* Your task: Spot each line in the records below where the word "Bend" occurs, then copy it.
[[ Extracted entries, beginning ]]
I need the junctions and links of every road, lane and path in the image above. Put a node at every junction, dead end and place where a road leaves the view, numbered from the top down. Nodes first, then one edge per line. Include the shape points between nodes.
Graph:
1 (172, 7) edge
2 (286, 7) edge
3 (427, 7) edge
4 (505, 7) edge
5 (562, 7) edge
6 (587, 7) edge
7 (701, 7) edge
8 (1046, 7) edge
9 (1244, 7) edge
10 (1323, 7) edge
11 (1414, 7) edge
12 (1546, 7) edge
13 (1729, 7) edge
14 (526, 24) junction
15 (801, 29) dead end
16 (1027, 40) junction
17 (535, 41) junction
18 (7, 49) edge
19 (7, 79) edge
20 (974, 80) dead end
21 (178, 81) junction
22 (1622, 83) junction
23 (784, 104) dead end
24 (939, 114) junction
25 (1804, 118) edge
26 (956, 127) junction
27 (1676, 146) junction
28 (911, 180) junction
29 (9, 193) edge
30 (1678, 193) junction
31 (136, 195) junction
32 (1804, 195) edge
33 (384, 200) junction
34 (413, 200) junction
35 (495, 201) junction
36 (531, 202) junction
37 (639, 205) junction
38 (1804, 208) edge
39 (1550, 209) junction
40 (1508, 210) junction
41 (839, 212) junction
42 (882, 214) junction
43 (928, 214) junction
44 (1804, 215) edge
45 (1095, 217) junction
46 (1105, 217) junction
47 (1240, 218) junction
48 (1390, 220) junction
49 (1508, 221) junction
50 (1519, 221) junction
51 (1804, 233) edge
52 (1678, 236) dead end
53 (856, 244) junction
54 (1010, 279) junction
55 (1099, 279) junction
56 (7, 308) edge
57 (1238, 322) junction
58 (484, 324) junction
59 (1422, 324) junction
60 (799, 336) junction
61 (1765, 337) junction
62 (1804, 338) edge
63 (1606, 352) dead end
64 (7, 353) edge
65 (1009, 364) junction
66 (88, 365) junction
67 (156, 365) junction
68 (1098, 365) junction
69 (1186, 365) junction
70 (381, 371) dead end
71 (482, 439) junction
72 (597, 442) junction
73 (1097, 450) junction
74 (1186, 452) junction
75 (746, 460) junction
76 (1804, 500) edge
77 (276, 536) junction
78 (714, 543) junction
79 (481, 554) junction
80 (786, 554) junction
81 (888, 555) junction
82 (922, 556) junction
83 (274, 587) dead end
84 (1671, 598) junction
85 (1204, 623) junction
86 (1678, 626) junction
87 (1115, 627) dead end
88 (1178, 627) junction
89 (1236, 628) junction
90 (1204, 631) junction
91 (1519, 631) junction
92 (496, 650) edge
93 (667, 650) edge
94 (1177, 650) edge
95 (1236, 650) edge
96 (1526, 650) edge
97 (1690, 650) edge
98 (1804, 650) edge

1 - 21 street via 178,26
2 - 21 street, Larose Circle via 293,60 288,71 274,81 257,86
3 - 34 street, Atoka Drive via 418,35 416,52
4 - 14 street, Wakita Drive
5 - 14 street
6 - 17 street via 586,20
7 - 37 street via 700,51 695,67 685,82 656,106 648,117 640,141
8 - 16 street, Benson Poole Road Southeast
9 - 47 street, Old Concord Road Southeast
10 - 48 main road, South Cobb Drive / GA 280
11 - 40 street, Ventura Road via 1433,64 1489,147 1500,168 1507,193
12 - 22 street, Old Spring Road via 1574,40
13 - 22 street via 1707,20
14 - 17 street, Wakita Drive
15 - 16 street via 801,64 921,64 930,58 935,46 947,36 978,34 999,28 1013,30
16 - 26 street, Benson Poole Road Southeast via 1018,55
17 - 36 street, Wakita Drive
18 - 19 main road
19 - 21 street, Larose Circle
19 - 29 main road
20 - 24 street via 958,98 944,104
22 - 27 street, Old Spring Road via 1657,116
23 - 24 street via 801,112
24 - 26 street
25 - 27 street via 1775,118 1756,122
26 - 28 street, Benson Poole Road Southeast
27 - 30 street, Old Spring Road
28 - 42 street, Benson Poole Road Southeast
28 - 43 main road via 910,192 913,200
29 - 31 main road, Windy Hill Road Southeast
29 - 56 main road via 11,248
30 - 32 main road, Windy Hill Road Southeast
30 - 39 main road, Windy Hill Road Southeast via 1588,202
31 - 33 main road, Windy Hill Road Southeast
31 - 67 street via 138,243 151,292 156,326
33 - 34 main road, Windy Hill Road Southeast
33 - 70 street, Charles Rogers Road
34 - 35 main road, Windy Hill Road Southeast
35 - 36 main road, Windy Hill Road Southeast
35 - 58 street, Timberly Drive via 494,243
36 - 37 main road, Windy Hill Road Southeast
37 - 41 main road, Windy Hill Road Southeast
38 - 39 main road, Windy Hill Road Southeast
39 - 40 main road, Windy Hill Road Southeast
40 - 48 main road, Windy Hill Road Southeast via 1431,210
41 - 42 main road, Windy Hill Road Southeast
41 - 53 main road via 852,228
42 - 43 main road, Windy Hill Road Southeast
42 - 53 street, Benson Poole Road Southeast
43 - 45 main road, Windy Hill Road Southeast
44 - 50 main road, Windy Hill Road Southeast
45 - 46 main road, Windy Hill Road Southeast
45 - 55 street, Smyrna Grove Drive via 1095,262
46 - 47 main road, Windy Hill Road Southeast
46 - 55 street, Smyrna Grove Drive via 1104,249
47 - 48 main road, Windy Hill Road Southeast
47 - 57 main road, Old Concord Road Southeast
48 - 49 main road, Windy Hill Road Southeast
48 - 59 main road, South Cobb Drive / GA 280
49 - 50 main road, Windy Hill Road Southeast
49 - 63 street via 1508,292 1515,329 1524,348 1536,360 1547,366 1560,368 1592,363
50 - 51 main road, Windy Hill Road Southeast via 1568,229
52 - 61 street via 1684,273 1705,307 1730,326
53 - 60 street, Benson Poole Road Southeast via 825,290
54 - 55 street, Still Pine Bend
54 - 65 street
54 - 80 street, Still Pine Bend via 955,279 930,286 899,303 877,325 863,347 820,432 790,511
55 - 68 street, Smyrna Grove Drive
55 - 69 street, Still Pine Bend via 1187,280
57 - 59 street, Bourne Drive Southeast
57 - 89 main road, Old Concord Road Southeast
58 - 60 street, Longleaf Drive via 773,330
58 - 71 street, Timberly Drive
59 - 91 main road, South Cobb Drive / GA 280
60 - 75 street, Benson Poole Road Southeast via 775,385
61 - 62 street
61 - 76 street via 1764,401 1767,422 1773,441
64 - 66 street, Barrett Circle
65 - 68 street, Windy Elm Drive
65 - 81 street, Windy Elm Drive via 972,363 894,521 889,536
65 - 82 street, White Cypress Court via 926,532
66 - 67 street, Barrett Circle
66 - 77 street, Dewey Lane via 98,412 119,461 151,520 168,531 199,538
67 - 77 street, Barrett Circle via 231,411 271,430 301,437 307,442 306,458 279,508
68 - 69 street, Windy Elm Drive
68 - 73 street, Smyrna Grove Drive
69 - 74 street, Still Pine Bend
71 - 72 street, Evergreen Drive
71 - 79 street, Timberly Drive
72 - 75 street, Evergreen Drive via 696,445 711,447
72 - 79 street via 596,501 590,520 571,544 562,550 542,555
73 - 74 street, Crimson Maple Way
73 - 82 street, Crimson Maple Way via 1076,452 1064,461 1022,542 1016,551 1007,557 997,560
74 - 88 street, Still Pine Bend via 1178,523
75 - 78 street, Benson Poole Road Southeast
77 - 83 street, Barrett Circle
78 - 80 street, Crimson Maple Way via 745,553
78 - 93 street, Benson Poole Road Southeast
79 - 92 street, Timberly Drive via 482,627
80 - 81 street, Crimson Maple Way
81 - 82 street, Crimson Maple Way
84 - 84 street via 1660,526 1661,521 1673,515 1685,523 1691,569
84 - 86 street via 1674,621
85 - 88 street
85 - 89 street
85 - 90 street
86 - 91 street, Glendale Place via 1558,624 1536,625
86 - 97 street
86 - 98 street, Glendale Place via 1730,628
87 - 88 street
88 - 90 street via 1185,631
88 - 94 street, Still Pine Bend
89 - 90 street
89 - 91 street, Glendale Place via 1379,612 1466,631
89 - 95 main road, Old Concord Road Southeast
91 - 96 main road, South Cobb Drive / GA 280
[[ Extracted entries, end ]]
* Exercise solution:
54 - 55 street, Still Pine Bend
54 - 80 street, Still Pine Bend via 955,279 930,286 899,303 877,325 863,347 820,432 790,511
55 - 69 street, Still Pine Bend via 1187,280
69 - 74 street, Still Pine Bend
74 - 88 street, Still Pine Bend via 1178,523
88 - 94 street, Still Pine Bend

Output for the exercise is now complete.